Sharon Monteith, ‘“I second that emotion”: a case for using imaginative sources in writing civil rights history’ in Patterns of Prejudice, 49.5 (2015), 440-465.
Abstract
Imaginative sources are a rich archival store. Facts may be as slippery as the sources in which they are contained, but to limit the sources we use in building a civil rights historiography is to risk curtailing the reach and interdisciplinary scope of historical scholarship. We need to read imaginative and subjective sources as objects for the study, analysis and explanation of the Civil Rights Movement. In civil rights, as in other historical subjects, there is a privileging of an ‘objective’, detached approach to historiography in which ‘the knower’ is made distinct from what is known, and fact distinct from its imaginative representation. Monteith’s essay argues that much can be gained by examining those sources in which the feeling of the movement is explored sensitively and intellectually—or even exploited. Organizers in the Student Nonviolent Coordinating Committee and Freedom Summer volunteers chose to represent the movement in fiction, poetry and creative non-fiction, and found themselves represented in fiction films. Monteith argues that imagination and emotion should be more closely incorporated into civil rights history writing but attention needs to be paid to genre and style if generically unstable sources are not to be misread as unadorned fact.

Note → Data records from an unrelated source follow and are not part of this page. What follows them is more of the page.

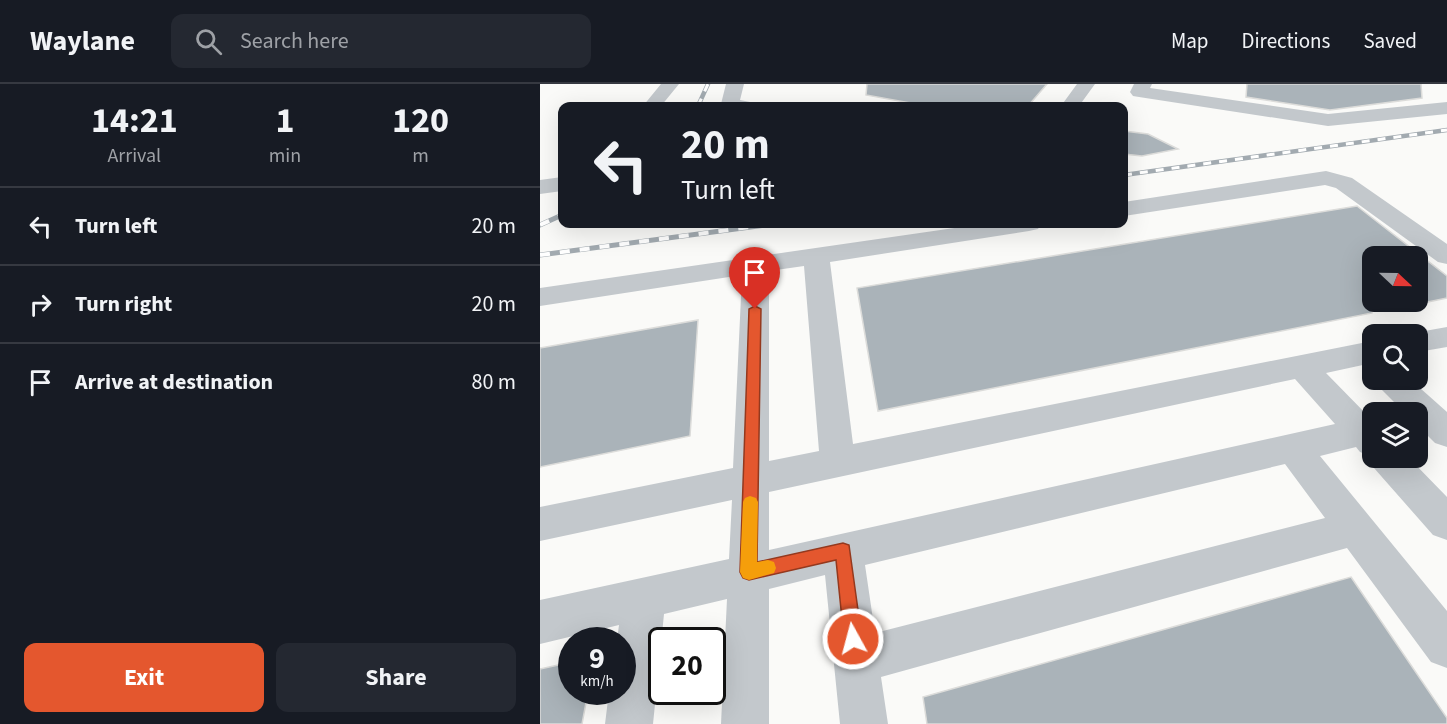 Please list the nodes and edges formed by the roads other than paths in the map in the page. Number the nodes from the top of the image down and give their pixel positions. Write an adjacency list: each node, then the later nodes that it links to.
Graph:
1 (670, 84): 5 (lane)
2 (735, 84): 6 (lane)
3 (1086, 84): 7 (lane)
4 (1143, 84): 8 (lane)
5 (655, 102)
6 (730, 102)
7 (1073, 102)
8 (1447, 108)
9 (558, 185): 10 (lane)
10 (540, 187)
11 (1128, 208): 14 (lane)
12 (1002, 228): 13 (lane)
13 (816, 255): 15 (lane); 26 (lane)
14 (1447, 256)
15 (756, 264): 16 (lane); 28 (lane)
16 (540, 297)
17 (1447, 337): 18 (lane)
18 (1428, 340)
19 (1362, 357): 20 (lane)
20 (1301, 366): 22 (lane); 26 (lane)
21 (1402, 390): 23 (lane)
22 (1362, 431)
23 (1447, 432)
24 (1362, 445): 25 (lane)
25 (1293, 448): 31 (lane); 32 (lane)
26 (838, 463): 28 (lane)
27 (1396, 468): 29 (lane)
28 (751, 482): 30 (lane); 33 (lane)
29 (1447, 523)
30 (540, 524)
31 (1355, 528): 36 (lane); 37 (lane)
32 (843, 550): 33 (lane); 37 (lane)
33 (749, 572): 34 (lane); 39 (lane)
34 (644, 597): 35 (lane); 38 (lane)
35 (540, 621)
36 (1447, 646)
37 (856, 661): 40 (lane)
38 (629, 724)
39 (744, 724)
40 (864, 724) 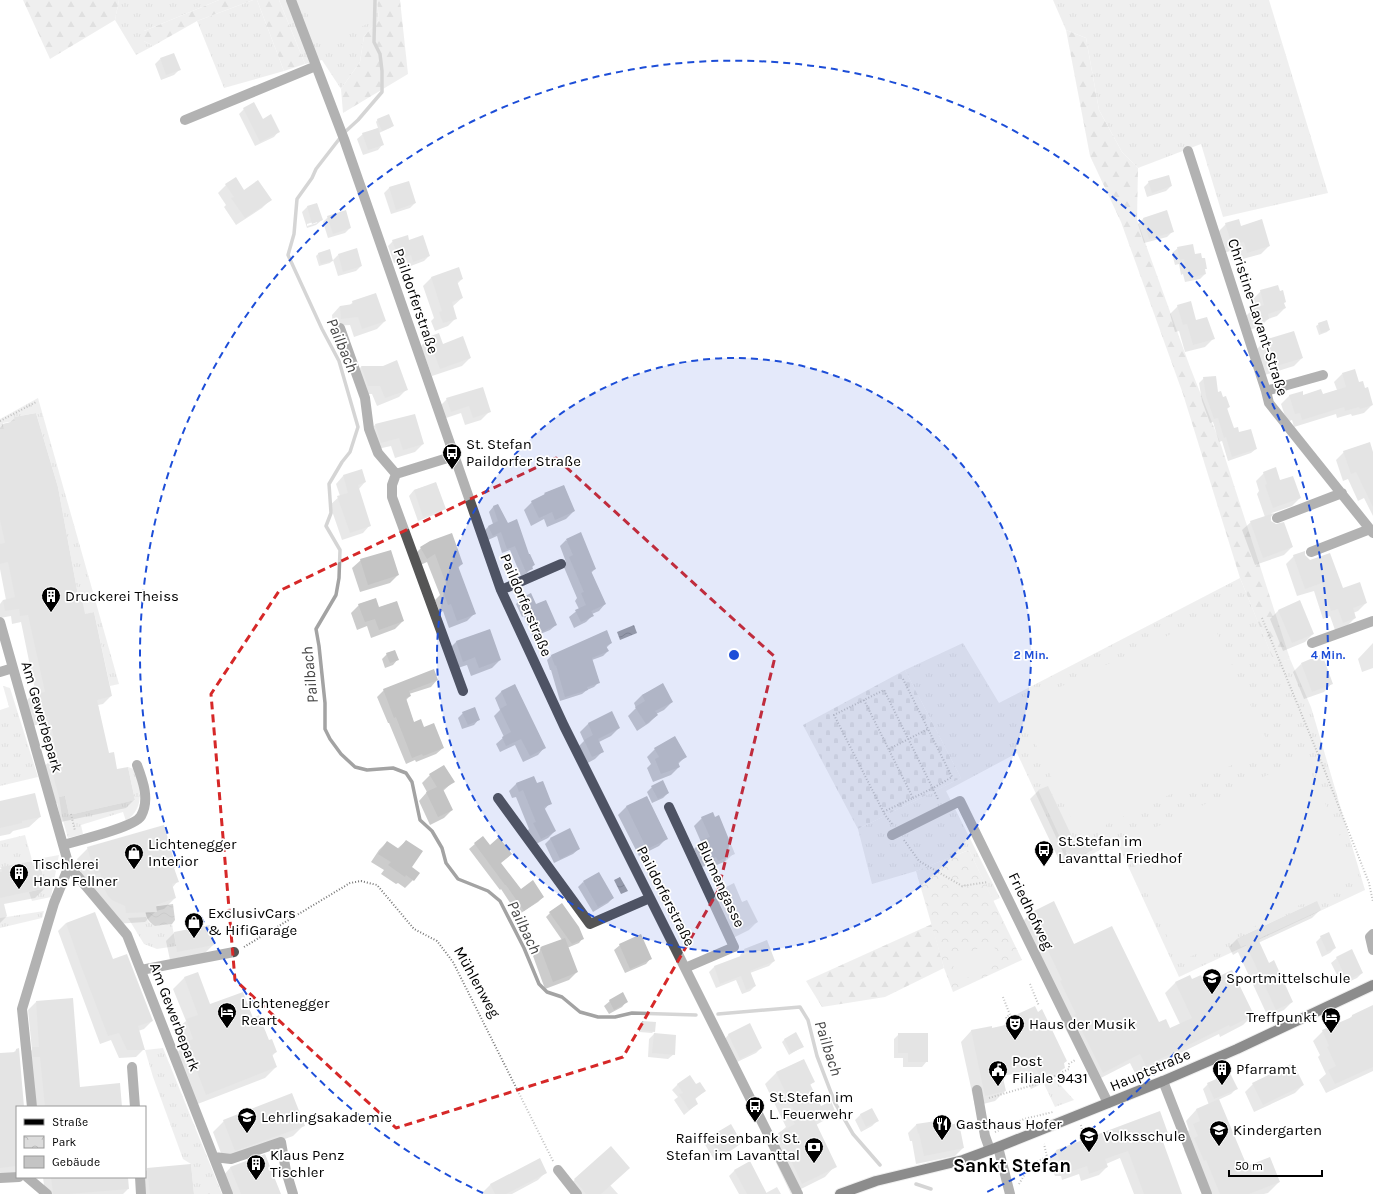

Extract from ‘“I second that emotion”: a case for using imaginative sources in writing civil rights history’
When Sweet Honey in the Rock sang about Joanne Little, on trial for the murder of the prison guard who abused her in 1974 (‘Joanne Little, she’s my sister/ Joanne Little, she’s our mama / Joanne Little, she’s your lover / Joanne the woman who’s gonna carry your child’), one reviewer observed that we fail to ‘listen to music as history’ even though such songs give the lie to the ‘notion that art and politics don’t mix’. [1] Debates about the role of history and politics in the making of art are longstanding—even if they seem caught in a continual loop, as academics and activist groups grapple in each era with the role of cultural productions in the struggle for social justice and its representation. While music as history has received sustained academic attention in, for example, works by Brian Ward, [2] the literary discourse of civil rights and the imaginative sources that contribute to the historiography have yet to be examined in detail.